O modelo ideológico de comunicação de Hall (1973/1980) segundo o esquema codificação / descodificação ainda hoje é dos mais influentes. Situa-se próximo das formulações do argentino Eliseo Véron (1980). Véron, aluno de Lévi-Strauss, propõe uma reformulação do processo de construção ideológica, recuperando a ‘semiose ilimitada’ de Peirce na forma hegeliana do devir histórico da sociedade. Introduz as noções de gramáticas de produção (próximas da pretensão, de Weber) e gramáticas de reconhecimento (próximas da crença, também de Weber): são aparatos sócio-culturais em oposição, desfasados, mas em constante retroacção. Deste desfasamento gera-se a cultura, em permanência, situando-se o poder, invisível, na capacidade de ser ‘reconhecido’ – assim a ideologia se produz, reproduz e renova.

A crise dos significantes permite a crítica dos fundamentos da razão, como o sujeito, o objecto, a verdade. Lacan enuncia que o encadeamento de significados substitui-se ao real: o ‘eu’ é encarado como conjunto de significados e estes são determinados pelas cadeias históricas de significantes – as mesmas que Bourdieu aponta na sua crítica das biografias (Bourdieu, 1994). Lacan, levando mais longe a dialéctica marxista, afirma que o conceito de ‘eu’ é ilusório, construído, determinado pelas condições materiais de vida, estas agora sob a forma dos significantes. Propõe um regresso a Freud e faz a correspondência entre os níveis da personalidade e os novos conceitos de Saussure (significante, significado, arbitrariedade do signo). A condensação, de Freud, é descrita por Lacan no mecanismo linguístico da metáfora, no eixo do paradigma, de Saussure e Hjelmslev, e o deslocamento ou fetichismo, descrevem-se no mecanismo da metonímia, no eixo do sintagma (Lacan, 1949/2002a, p. 183). Lacan relembra a revolução copernicana que Freud declarara: o corpo é um significante, um sintoma, a que é atribuída uma identidade outra, na fase do espelho, e não um a priori que atribui identidades em redor (Lacan, 1949/2002b). Aí a identidade é construída como um processo, significado móvel numa relação de deslizamento contínuo, determinado pelos significantes, na dinâmica jogada na arbitrariedade do signo. Dos deslizamentos advêm as patologias e também as curas:

…podemos dizer que é na cadeia do significante que o sentido ‘insiste’ mas que nenhum dos seus elementos ‘consiste’ na significação que é nesse momento capaz (Lacan, 1949/2002a, p. 170).

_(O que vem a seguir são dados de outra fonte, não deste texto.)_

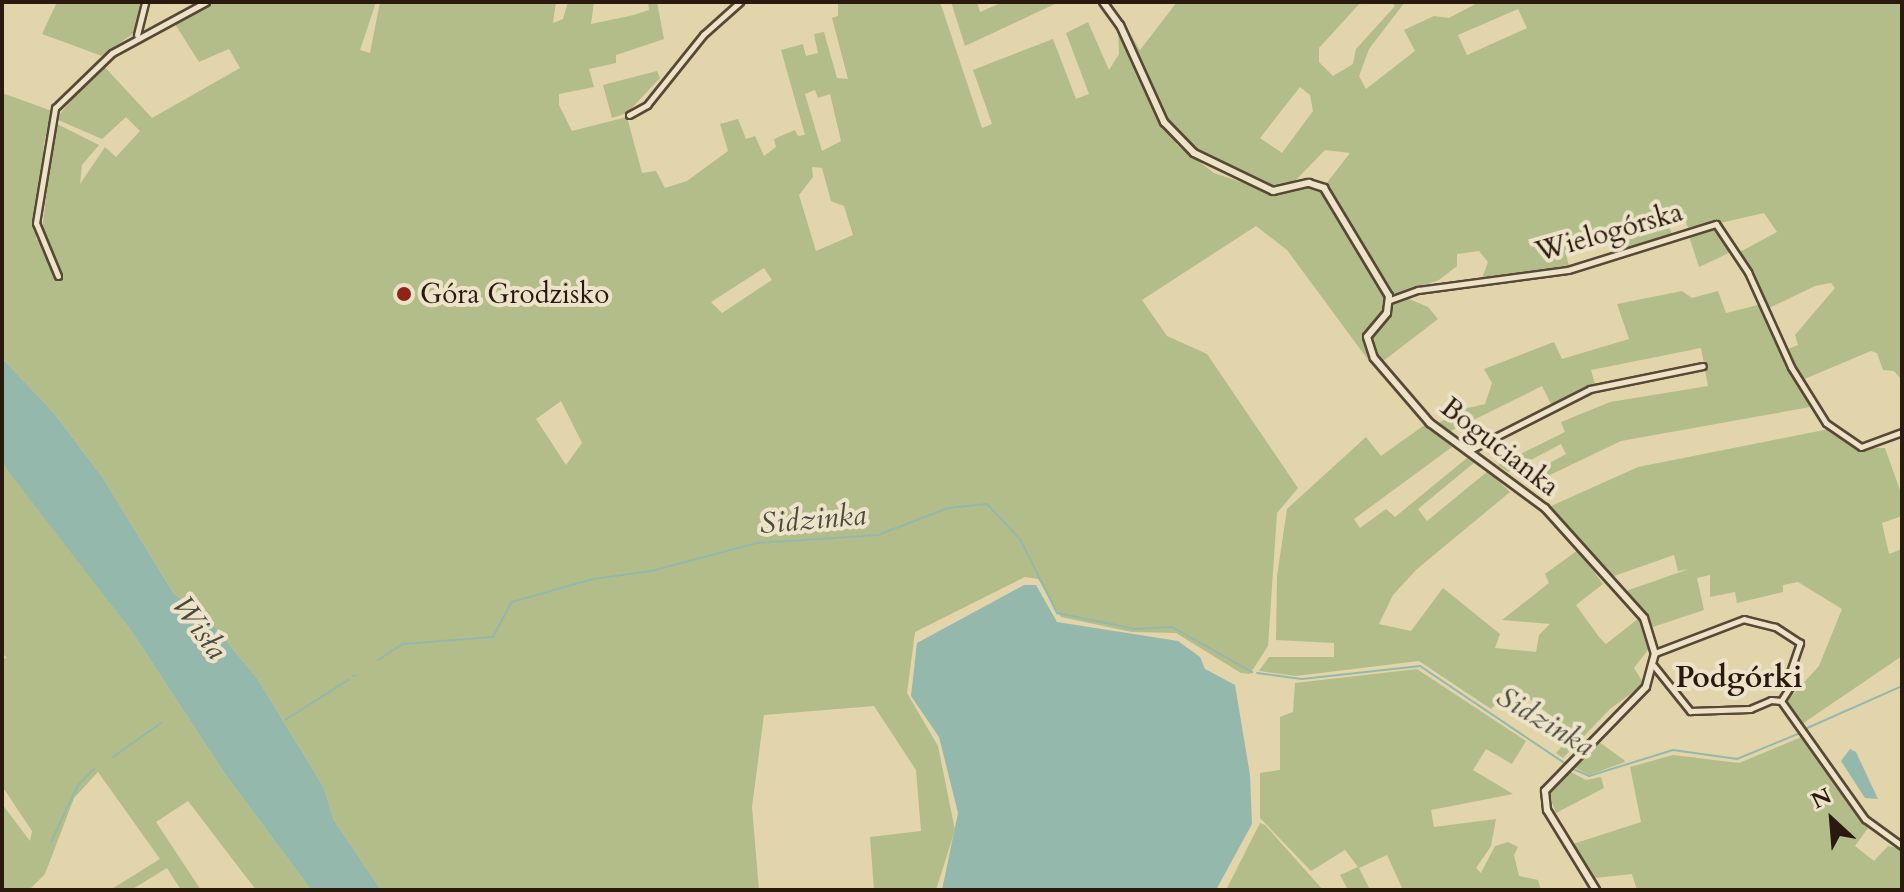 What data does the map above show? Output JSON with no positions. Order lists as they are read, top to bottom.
{
  "streets": {
    "street": ["Wielogórska", "Bogucianka"]
  },
  "crossings": [
    ["Wielogórska", "Bogucianka"]
  ],
  "districts": ["Podgórki"],
  "water": ["Sidzinka", "Wisła"],
  "places": ["Góra Grodzisko"],
  "north": "top left"
} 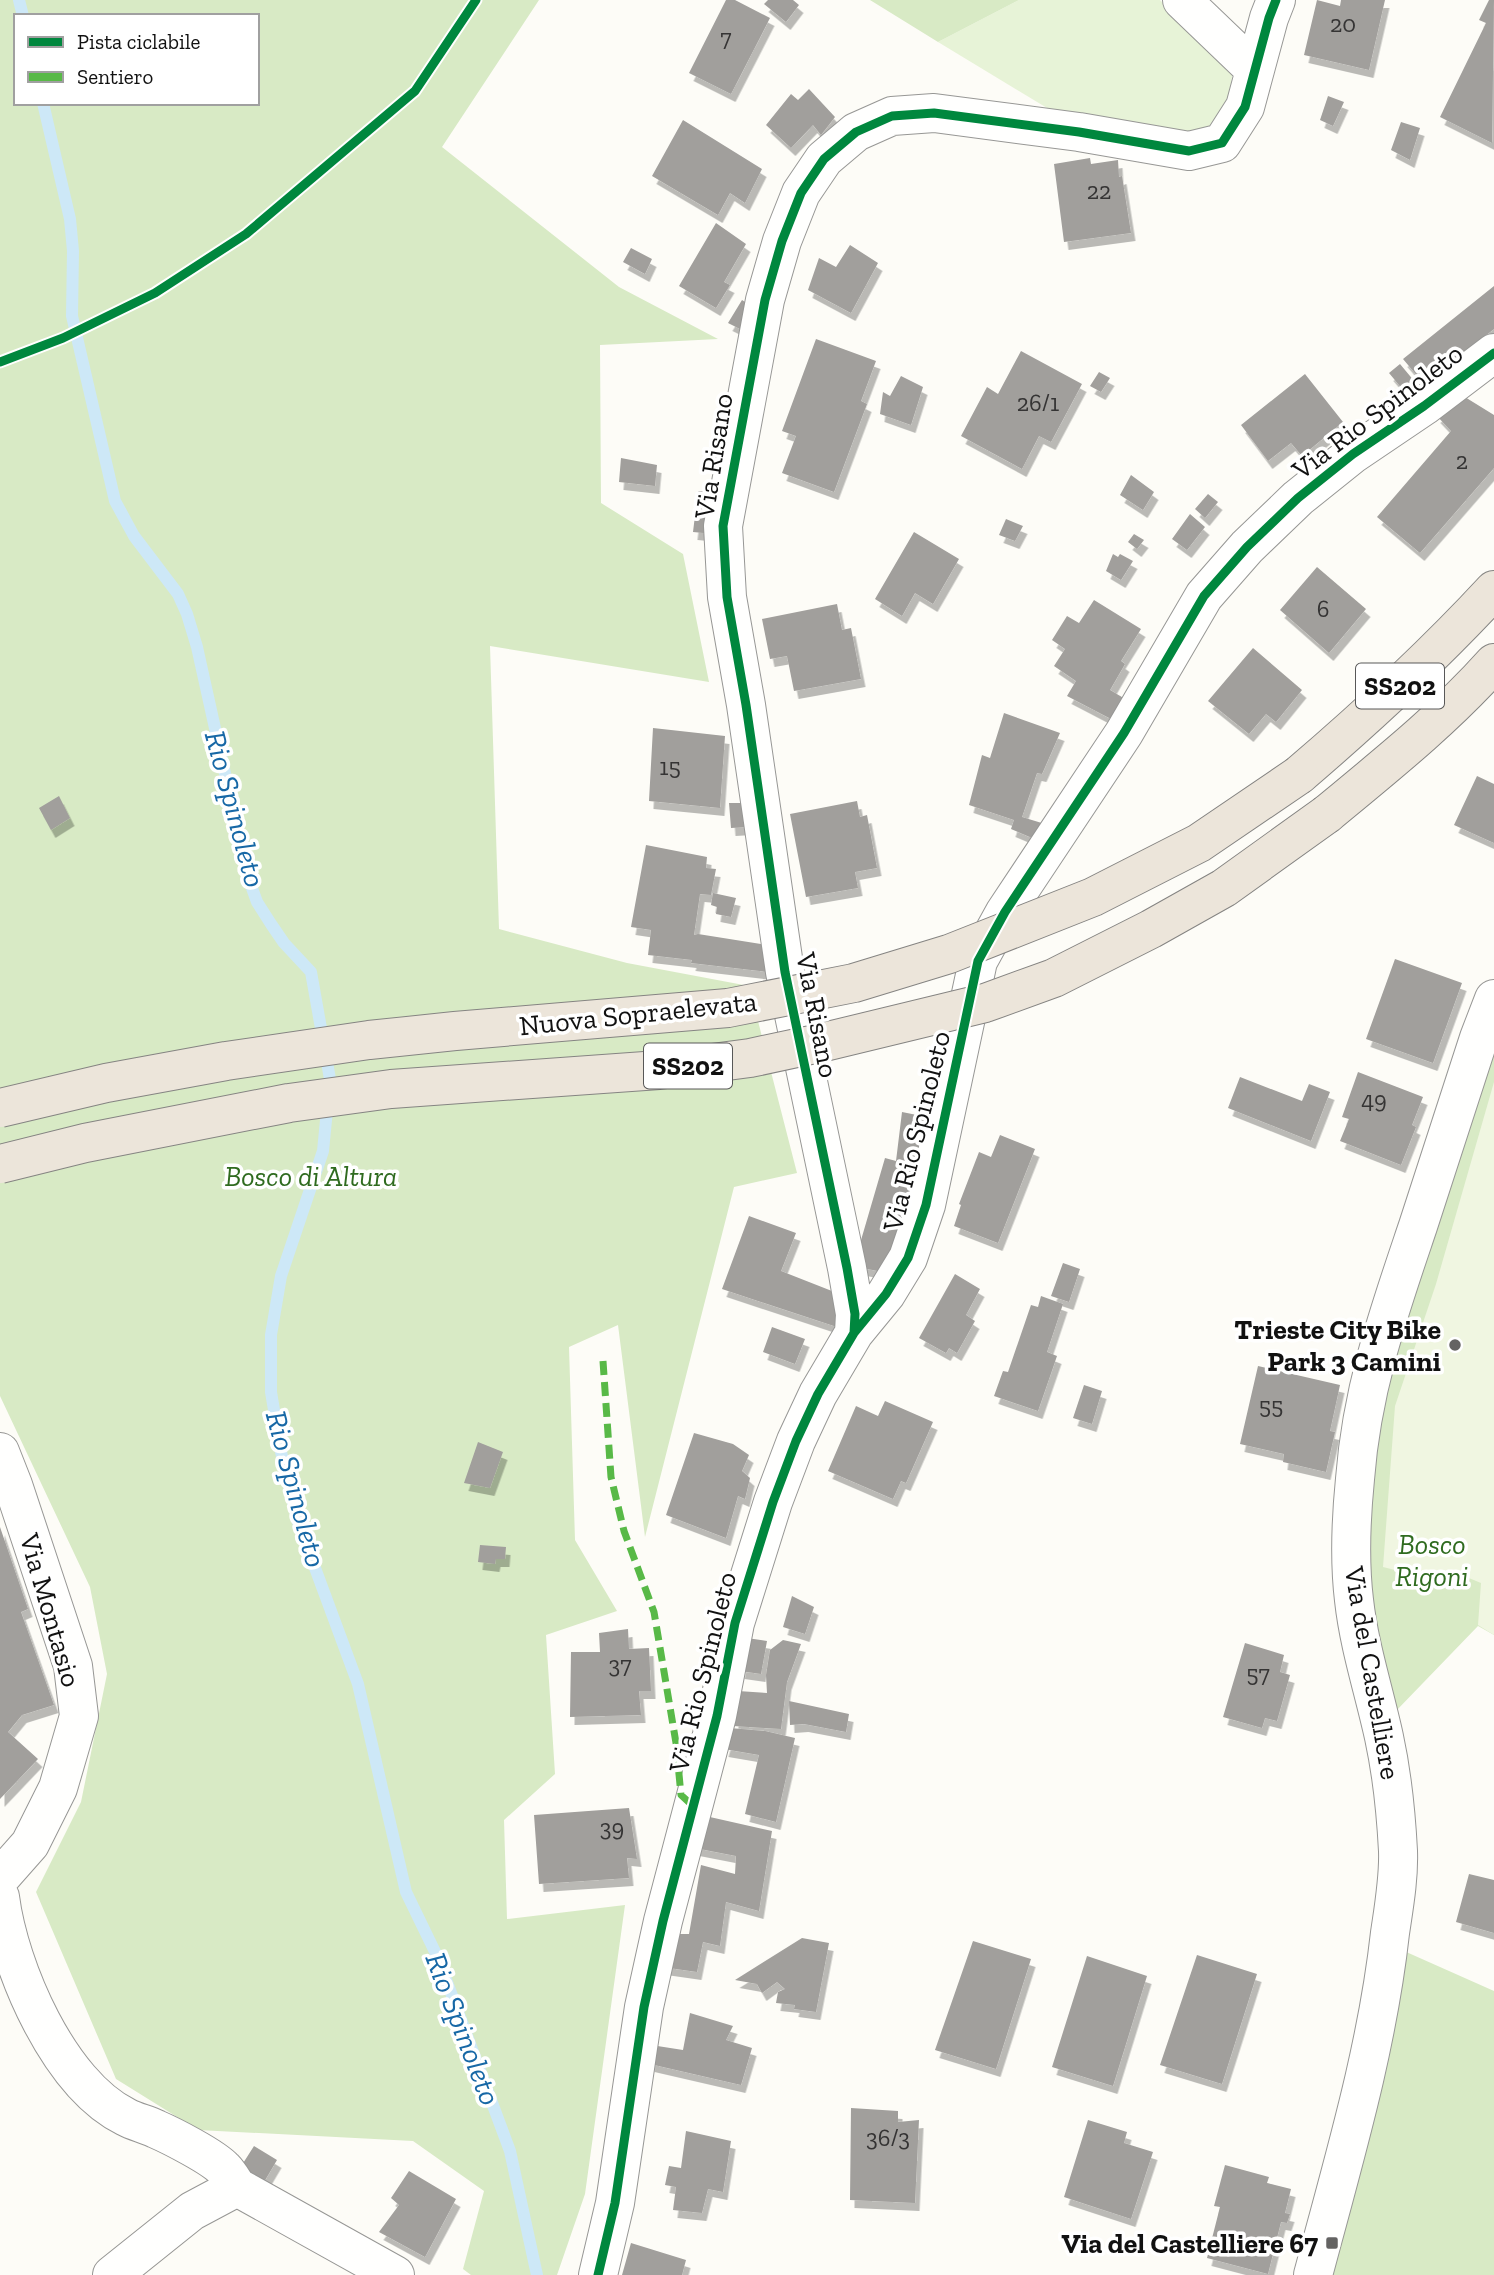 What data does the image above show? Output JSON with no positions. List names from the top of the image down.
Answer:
{
  "streets": {
    "highway": ["SS202", "Nuova Sopraelevata"],
    "street": [
      "Via Rio Spinoleto",
      "Via Risano",
      "Via Montasio",
      "Via del Castelliere"
    ]
  },
  "crossings": [
    ["Via Rio Spinoleto", "Via Risano"]
  ],
  "water": ["Rio Spinoleto"],
  "parks": ["Bosco di Altura", "Bosco Rigoni"],
  "places": {
    "other": ["Trieste City Bike Park 3 Camini"],
    "transit": ["Via del Castelliere 67"]
  },
  "house_numbers": [
    "20",
    "7",
    "22",
    "26/1",
    "2",
    "6",
    "15",
    "49",
    "55",
    "37",
    "57",
    "39",
    "36/3"
  ],
  "legend": ["Pista ciclabile", "Sentiero"]
} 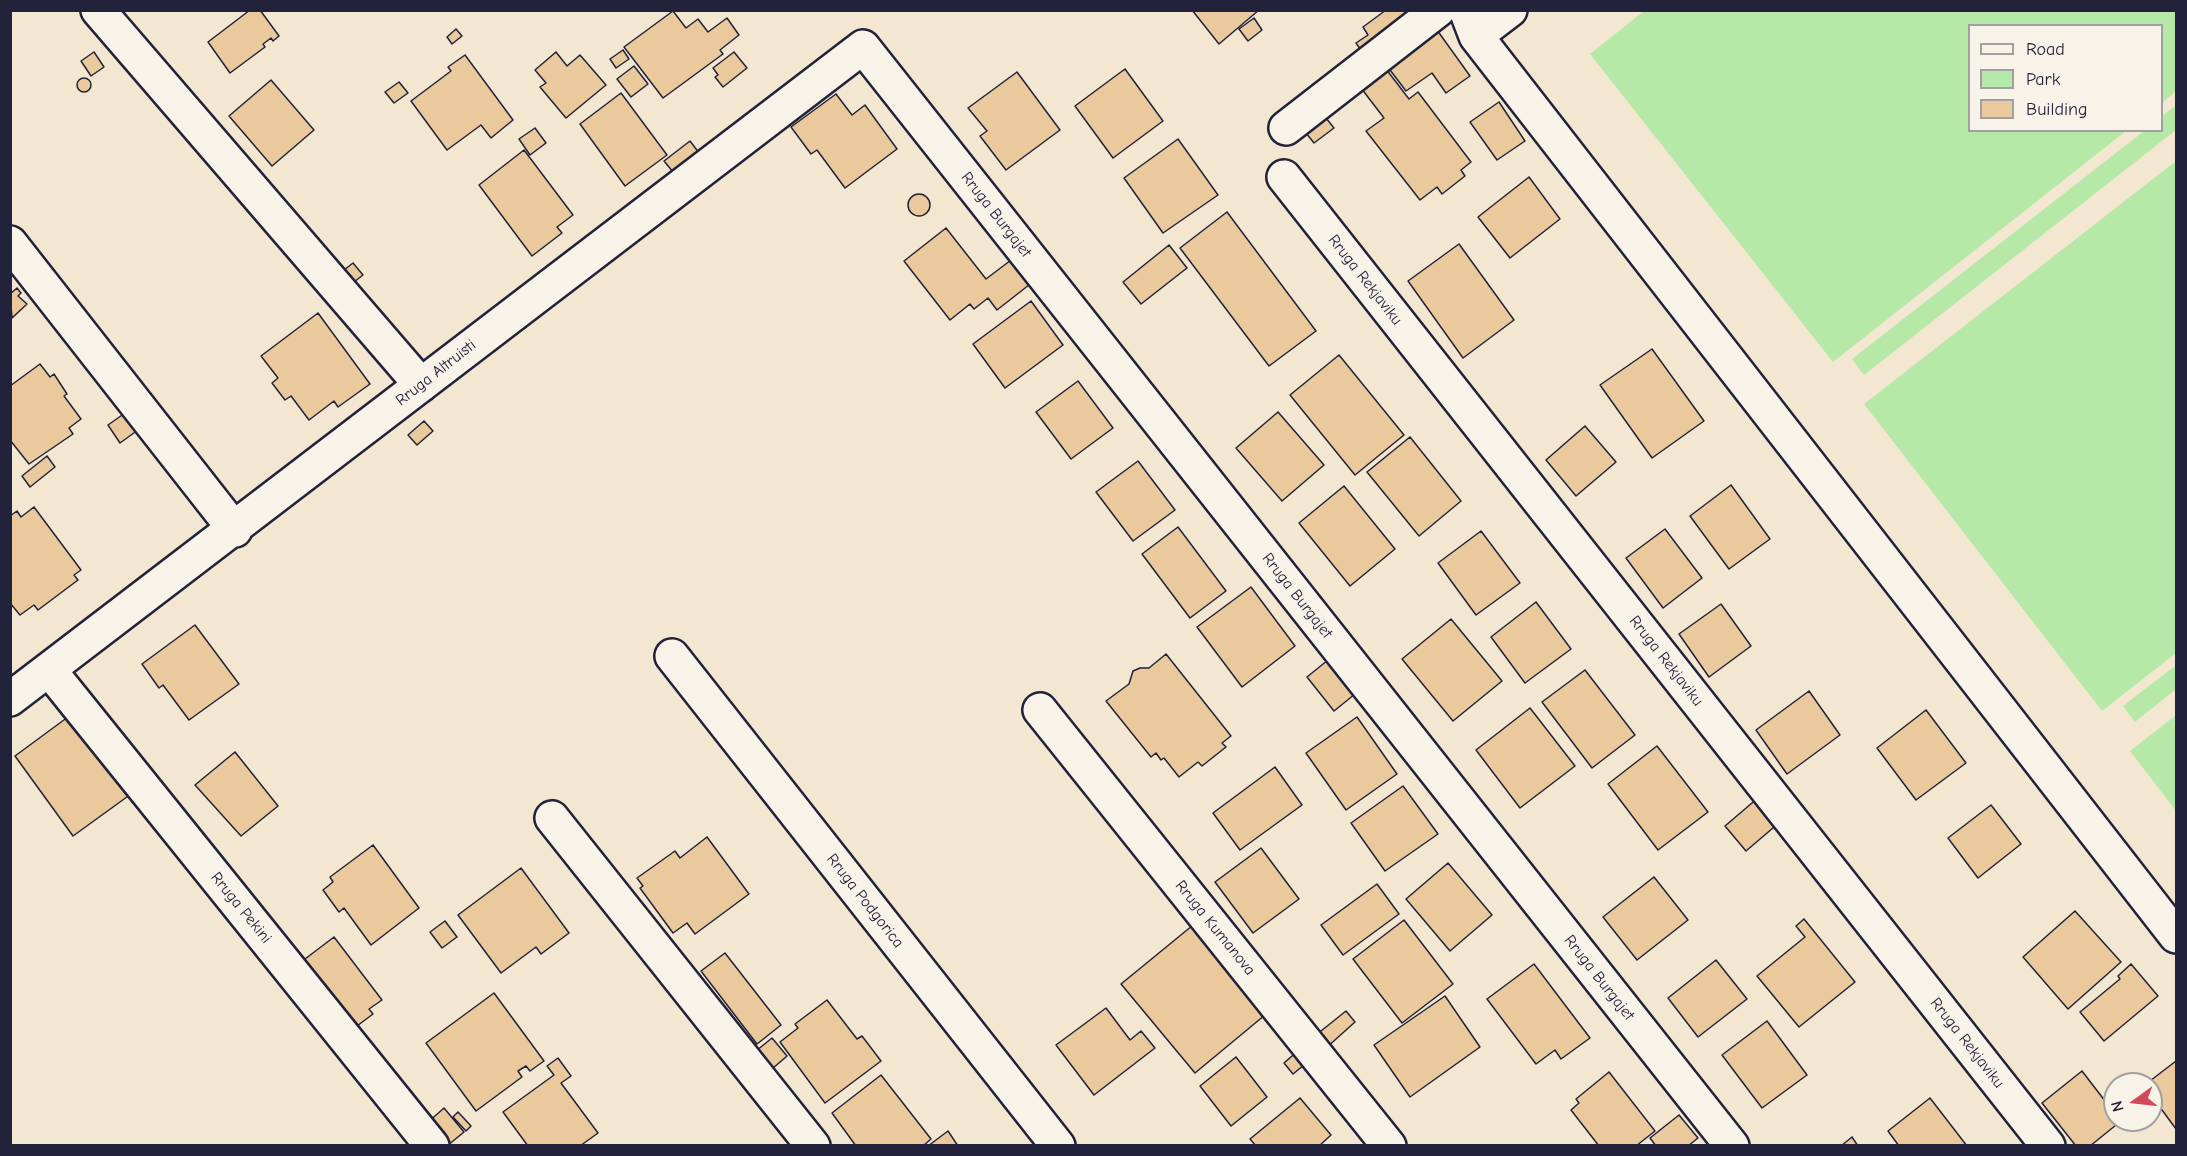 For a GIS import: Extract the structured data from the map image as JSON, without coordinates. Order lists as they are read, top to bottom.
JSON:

O traço que separa o significante do significado em Saussure (St/Sd) é apontado por Lacan como sendo o inconsciente de Freud: não existindo, sabe-se onde está (Lacan, 1949/2002a, p. 183). E o autor inverte os termos do cogito:

… Será o local que ocupo o sujeito de um significante concêntrico ou excêntrico, em relação ao local que ocupo como sujeito do significado? – esta é a questão.

Não é a questão de saber se eu falo de mim de um modo que se conforma com o que sou, mas antes de saber se eu sou aquele de quem falo (Lacan, 1949/2002a, p. 182).

Lacan evidencia a crise do ponto de vista moderno. O eu não é o ápice do perspectógrafo: ‘eu não estou onde está o jogo do meu pensamento; eu penso no que sou onde eu não penso que penso’ (Lacan, 1949/2002a, p. 183). O eu é constituído pela subtracção dos significantes, como um outro construído. O eu existe porque é visto no centro do perspectógrafo, ele mesmo uma construção ideológica anterior à construção do eu: ‘o que me determina, ao nível mais profundo, no visível, é o olhar que é exterior (…) eu sou foto-grafado’ (Lacan, 1977, p. 126).

No pós-estruturalismo são interrogados os limites conceptuais desta modelização. Critica-se, por exemplo, a conceptualização de totalidade fechada que está implícita nas noções saussureanas de ‘langue,’ ‘significante’ e ‘paradigma’: o sistema. Por outro lado, o isomorfismo estrutural entre significante e significado sugere a sua inter-mutabilidade. Na inversão dos termos perde-se o paradigma cartesiano do real versus consciência, ou melhor, do Objecto versus Sujeito.